Living with that sort of secret, says one of the film’s key subjects, “deteriorates you from the inside.” It’s worse when the accused predator appears to float above the law on a cloud made of money and fan love, far from the nagging speculation or willful blindness of the alleged victim’s guardians.

Backed by Britain’s Channel 4, currently the subject of a $150 million lawsuit filed by the Jackson estate, “Leaving Neverland” stays focused on two subjects and their respective families. Choreographer Wade Robson, now 36, hails from Brisbane, Australia. Five years old and Jackson-obsessed, he met his idol after winning first prize at a dance contest, dressed in a kiddie replica of Jackson’s “Bad” outfit.

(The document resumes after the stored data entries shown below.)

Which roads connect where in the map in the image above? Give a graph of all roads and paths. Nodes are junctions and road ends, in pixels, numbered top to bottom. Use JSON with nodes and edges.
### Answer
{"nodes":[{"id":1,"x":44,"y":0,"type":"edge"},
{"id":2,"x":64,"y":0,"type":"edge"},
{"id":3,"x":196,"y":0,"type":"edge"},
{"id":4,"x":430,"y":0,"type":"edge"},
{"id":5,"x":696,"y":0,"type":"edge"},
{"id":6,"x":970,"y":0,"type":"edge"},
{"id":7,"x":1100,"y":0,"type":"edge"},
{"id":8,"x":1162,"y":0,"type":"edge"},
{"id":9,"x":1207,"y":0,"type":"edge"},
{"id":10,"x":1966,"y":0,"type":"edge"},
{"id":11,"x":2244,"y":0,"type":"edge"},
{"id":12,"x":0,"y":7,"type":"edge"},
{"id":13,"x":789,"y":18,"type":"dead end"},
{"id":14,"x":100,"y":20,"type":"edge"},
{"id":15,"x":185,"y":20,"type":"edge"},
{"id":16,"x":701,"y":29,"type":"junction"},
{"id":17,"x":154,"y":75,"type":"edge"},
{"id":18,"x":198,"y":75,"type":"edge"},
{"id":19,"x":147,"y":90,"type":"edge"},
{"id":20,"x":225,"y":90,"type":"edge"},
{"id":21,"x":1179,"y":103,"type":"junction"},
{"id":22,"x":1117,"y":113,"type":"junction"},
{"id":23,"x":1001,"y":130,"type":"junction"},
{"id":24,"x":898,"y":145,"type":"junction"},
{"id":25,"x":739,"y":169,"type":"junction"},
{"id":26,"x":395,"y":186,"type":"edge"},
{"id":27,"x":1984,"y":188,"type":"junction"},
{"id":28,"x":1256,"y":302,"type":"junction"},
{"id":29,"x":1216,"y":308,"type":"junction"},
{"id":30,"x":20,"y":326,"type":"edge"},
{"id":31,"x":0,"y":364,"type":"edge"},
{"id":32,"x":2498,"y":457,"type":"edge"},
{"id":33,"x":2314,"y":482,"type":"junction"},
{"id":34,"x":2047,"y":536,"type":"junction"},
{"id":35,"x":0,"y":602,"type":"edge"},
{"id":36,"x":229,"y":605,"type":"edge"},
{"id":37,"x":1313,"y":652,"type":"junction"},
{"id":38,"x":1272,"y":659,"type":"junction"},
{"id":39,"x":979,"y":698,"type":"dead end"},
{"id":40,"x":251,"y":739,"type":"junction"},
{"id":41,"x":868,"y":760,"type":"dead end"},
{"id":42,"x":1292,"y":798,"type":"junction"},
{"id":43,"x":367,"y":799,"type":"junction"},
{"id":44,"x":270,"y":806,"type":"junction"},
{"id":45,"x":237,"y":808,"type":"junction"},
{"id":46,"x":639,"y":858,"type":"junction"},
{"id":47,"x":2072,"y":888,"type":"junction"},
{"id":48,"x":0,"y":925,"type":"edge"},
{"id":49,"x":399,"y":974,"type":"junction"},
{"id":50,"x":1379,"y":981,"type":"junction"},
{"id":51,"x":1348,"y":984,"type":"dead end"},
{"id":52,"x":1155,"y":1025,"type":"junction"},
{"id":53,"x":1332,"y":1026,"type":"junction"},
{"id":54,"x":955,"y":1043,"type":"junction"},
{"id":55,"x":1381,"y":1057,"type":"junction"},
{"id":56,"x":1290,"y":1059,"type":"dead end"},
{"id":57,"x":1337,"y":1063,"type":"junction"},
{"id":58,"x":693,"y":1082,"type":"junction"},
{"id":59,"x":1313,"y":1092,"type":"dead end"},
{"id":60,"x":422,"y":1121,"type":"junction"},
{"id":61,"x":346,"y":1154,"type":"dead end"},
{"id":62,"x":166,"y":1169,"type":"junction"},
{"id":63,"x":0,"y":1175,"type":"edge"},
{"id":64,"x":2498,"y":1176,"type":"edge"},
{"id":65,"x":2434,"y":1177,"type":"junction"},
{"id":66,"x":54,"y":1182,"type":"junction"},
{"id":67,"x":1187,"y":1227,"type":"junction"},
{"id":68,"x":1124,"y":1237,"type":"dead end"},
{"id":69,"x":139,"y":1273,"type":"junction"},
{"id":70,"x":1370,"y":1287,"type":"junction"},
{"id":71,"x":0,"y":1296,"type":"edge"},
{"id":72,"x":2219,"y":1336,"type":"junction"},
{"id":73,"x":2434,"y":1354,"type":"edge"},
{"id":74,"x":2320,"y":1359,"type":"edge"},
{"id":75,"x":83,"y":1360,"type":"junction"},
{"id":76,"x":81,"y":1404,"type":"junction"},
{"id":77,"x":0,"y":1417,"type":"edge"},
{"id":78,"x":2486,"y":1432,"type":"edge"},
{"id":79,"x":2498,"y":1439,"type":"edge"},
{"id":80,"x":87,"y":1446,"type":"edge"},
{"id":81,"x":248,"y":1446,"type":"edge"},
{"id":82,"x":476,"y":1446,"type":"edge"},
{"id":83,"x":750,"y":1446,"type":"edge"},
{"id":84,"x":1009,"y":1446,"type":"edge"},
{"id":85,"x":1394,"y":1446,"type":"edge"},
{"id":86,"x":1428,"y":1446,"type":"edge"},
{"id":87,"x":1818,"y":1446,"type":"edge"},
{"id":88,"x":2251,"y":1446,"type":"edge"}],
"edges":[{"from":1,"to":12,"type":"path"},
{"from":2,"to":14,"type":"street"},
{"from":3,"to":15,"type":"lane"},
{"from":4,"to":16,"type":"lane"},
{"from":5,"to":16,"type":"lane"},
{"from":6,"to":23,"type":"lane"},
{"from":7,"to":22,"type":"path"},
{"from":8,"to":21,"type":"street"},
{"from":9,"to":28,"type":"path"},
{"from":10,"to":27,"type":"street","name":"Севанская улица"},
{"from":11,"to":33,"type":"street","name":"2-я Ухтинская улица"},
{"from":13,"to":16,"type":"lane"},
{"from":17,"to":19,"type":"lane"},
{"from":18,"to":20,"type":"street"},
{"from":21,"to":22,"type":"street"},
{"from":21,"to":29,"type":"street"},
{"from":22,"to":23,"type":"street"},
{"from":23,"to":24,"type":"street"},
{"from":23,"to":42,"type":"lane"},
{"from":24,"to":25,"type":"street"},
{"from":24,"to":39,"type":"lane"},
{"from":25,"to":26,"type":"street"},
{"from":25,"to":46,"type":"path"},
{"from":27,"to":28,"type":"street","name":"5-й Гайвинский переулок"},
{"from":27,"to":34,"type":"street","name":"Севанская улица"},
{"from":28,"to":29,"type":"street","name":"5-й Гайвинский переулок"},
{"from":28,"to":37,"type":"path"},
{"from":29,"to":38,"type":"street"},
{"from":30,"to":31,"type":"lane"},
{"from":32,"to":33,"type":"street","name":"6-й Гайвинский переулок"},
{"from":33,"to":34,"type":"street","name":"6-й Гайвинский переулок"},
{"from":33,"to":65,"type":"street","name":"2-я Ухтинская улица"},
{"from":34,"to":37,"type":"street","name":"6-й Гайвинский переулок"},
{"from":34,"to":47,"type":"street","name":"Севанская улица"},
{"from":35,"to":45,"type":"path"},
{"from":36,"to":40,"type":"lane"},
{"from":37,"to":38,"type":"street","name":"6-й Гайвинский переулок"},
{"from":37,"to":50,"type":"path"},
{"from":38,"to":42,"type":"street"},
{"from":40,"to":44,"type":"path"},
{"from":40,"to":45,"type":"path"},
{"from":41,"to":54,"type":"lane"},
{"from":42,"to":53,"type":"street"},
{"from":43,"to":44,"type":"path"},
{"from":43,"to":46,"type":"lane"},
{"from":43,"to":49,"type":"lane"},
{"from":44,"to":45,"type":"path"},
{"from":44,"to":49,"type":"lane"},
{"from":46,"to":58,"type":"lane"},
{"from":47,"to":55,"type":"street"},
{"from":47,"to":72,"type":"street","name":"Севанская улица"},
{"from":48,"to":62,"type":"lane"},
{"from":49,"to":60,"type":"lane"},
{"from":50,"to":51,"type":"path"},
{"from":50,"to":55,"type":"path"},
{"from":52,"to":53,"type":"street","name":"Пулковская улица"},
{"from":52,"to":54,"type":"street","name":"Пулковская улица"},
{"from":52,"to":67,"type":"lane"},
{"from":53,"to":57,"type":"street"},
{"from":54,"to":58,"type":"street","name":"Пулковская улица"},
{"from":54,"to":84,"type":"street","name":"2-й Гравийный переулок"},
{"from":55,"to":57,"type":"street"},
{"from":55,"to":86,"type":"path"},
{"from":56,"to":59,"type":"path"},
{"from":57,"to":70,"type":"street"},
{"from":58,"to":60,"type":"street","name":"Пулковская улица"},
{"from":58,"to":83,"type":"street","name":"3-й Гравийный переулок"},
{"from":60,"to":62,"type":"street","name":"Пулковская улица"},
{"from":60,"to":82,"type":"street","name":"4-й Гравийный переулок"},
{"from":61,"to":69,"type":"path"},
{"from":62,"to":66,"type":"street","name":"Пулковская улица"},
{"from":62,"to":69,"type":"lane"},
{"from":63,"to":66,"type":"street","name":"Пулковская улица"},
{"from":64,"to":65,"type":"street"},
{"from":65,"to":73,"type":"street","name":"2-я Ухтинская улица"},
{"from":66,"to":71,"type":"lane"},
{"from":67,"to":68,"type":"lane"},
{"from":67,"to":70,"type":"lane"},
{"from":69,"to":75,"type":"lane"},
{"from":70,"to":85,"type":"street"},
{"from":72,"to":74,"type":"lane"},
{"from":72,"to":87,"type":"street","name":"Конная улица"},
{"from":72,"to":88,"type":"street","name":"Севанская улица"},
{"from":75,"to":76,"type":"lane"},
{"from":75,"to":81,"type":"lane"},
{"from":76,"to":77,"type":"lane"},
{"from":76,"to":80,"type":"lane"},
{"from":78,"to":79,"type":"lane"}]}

The “Bad” concert tour came to Brisbane, and suddenly Wade was up on stage with Jackson and other kids. A star was born, at least in Brisbane. Robson appeared on a morning TV show in 1987, showing off his best moonwalk and pelvic thrusts. “Keep an eye out for Wade.”

Eventually the Robsons traveled to California, met up with Jackson again, and got invited for a dream getaway at the Neverland ranch in Los Olivos, Calif. Four hours after the Robsons arrived, Jackson invited Wade and his sister to stay with him, in his bedroom. The parents consented. The abuse, Wade says, began soon thereafter. He was 7.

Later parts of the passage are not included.